→ Task goal: Reproduction without pictures: print every entry precisely as written.

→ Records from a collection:
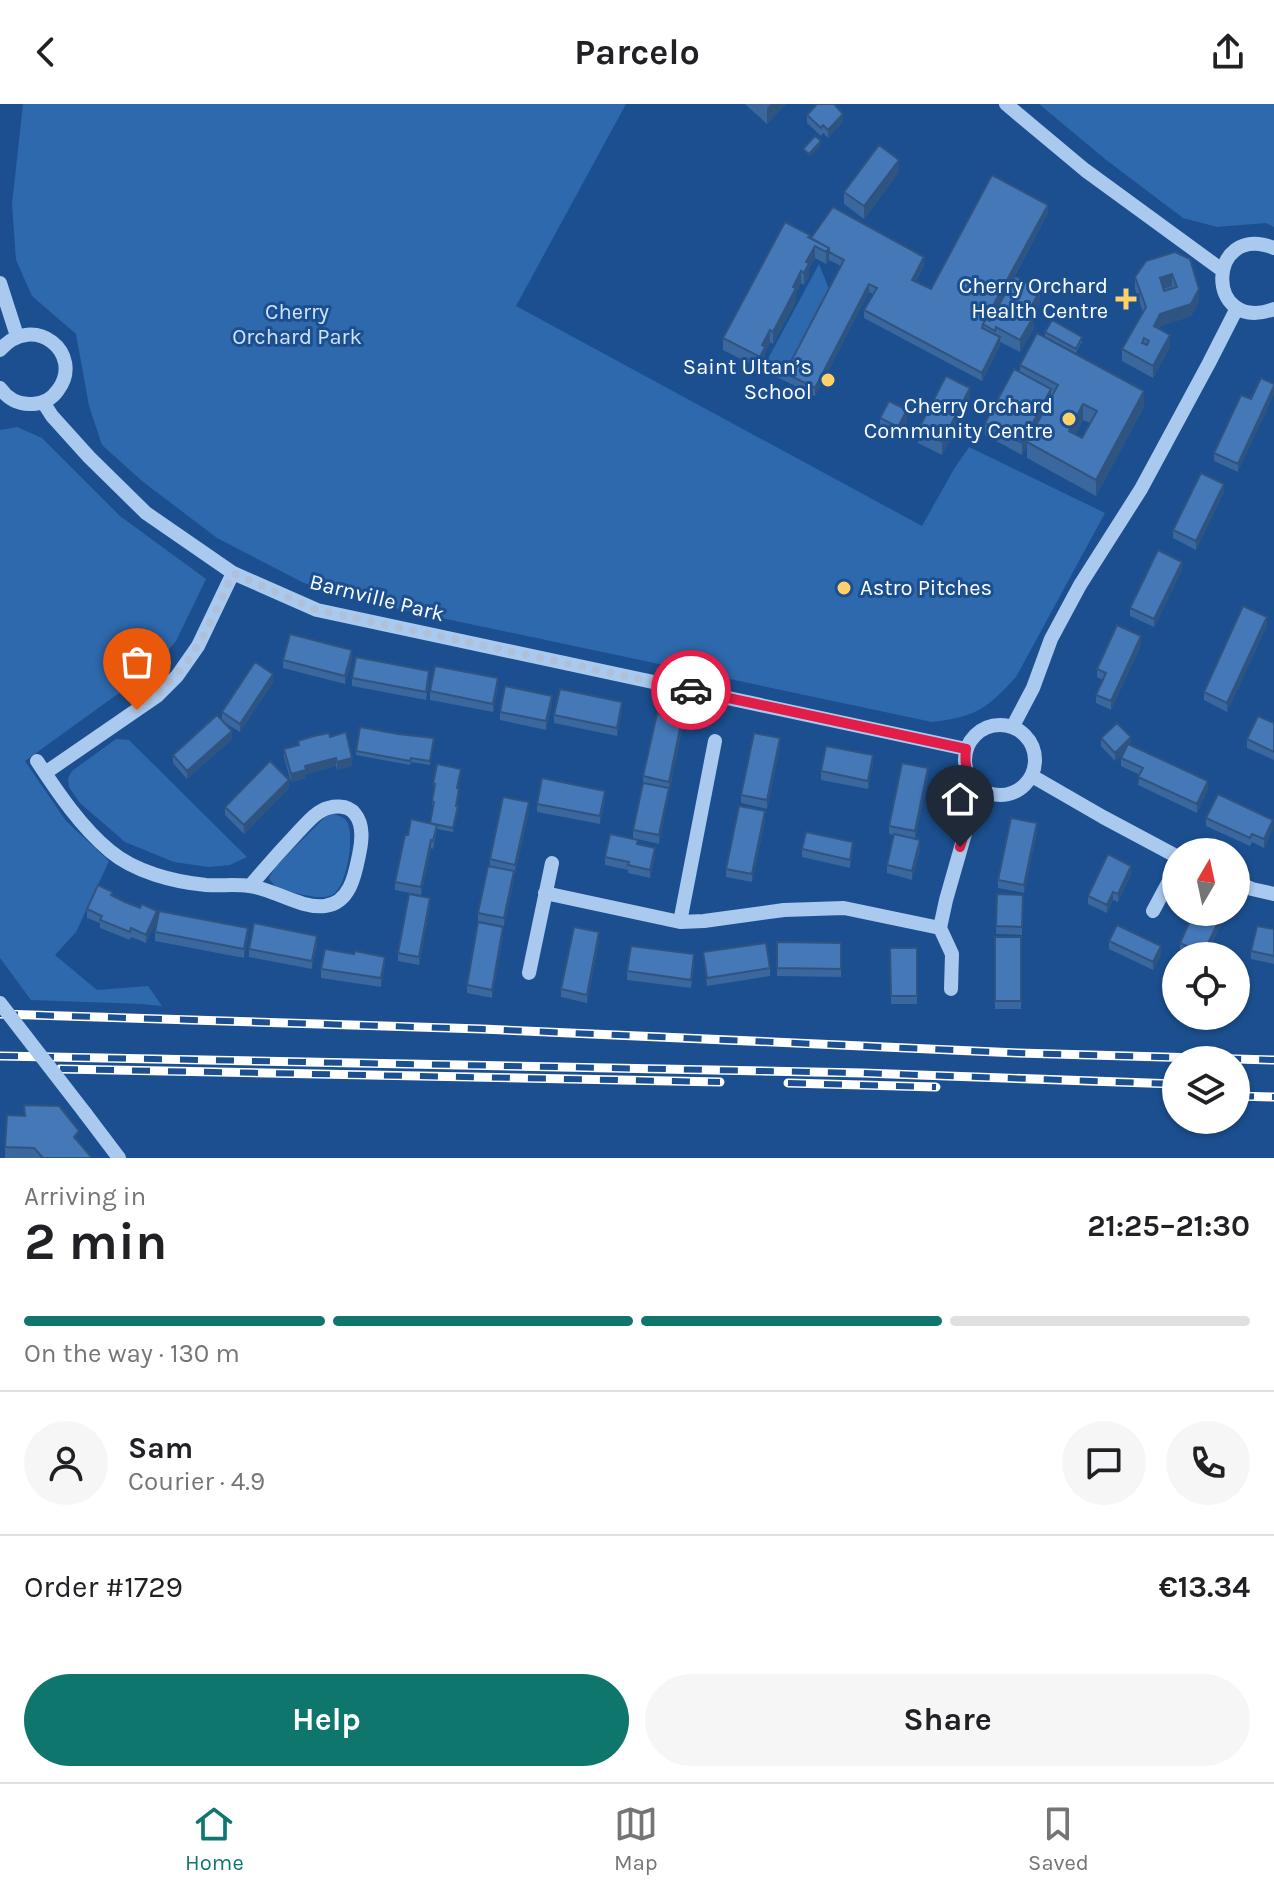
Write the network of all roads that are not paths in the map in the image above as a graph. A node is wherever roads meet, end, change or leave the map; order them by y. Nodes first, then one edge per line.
1 (1006, 104) edge
2 (1274, 248) edge
3 (1222, 270) junction
4 (0, 283) edge
5 (1237, 308) junction
6 (1274, 309) edge
7 (17, 336) junction
8 (0, 350) edge
9 (1, 391) edge
10 (43, 402) junction
11 (233, 573) junction
12 (1013, 726) junction
13 (715, 741) dead end
14 (966, 749) junction
15 (1032, 776) junction
16 (978, 788) junction
17 (1162, 849) edge
18 (552, 863) dead end
19 (250, 886) junction
20 (1250, 888) edge
21 (545, 893) junction
22 (1162, 894) edge
23 (1274, 894) edge
24 (1153, 911) dead end
25 (680, 922) junction
26 (940, 928) junction
27 (529, 973) dead end
28 (951, 989) dead end
29 (0, 1003) edge
30 (119, 1158) edge

1 - 3 street
2 - 3 street
3 - 5 street
4 - 7 street
5 - 6 street
5 - 12 street
7 - 8 street
7 - 10 street
9 - 10 street
10 - 11 street, Barnville Park
11 - 14 street, Barnville Park
11 - 19 street
12 - 14 street
12 - 15 street
13 - 25 street
14 - 16 street
15 - 16 street
15 - 17 street
16 - 26 street
18 - 21 street
19 - 19 street
20 - 23 street
21 - 25 street
21 - 27 street
22 - 24 street
25 - 26 street
26 - 28 street
29 - 30 street, bridge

→ Exercise response:
Write the network of all roads that are not paths in the map in the image above as a graph. A node is wherever roads meet, end, change or leave the map; order them by y. Nodes first, then one edge per line.
1 (1006, 104) edge
2 (1274, 248) edge
3 (1222, 270) junction
4 (0, 283) edge
5 (1237, 308) junction
6 (1274, 309) edge
7 (17, 336) junction
8 (0, 350) edge
9 (1, 391) edge
10 (43, 402) junction
11 (233, 573) junction
12 (1013, 726) junction
13 (715, 741) dead end
14 (966, 749) junction
15 (1032, 776) junction
16 (978, 788) junction
17 (1162, 849) edge
18 (552, 863) dead end
19 (250, 886) junction
20 (1250, 888) edge
21 (545, 893) junction
22 (1162, 894) edge
23 (1274, 894) edge
24 (1153, 911) dead end
25 (680, 922) junction
26 (940, 928) junction
27 (529, 973) dead end
28 (951, 989) dead end
29 (0, 1003) edge
30 (119, 1158) edge

1 - 3 street
2 - 3 street
3 - 5 street
4 - 7 street
5 - 6 street
5 - 12 street
7 - 8 street
7 - 10 street
9 - 10 street
10 - 11 street, Barnville Park
11 - 14 street, Barnville Park
11 - 19 street
12 - 14 street
12 - 15 street
13 - 25 street
14 - 16 street
15 - 16 street
15 - 17 street
16 - 26 street
18 - 21 street
19 - 19 street
20 - 23 street
21 - 25 street
21 - 27 street
22 - 24 street
25 - 26 street
26 - 28 street
29 - 30 street, bridge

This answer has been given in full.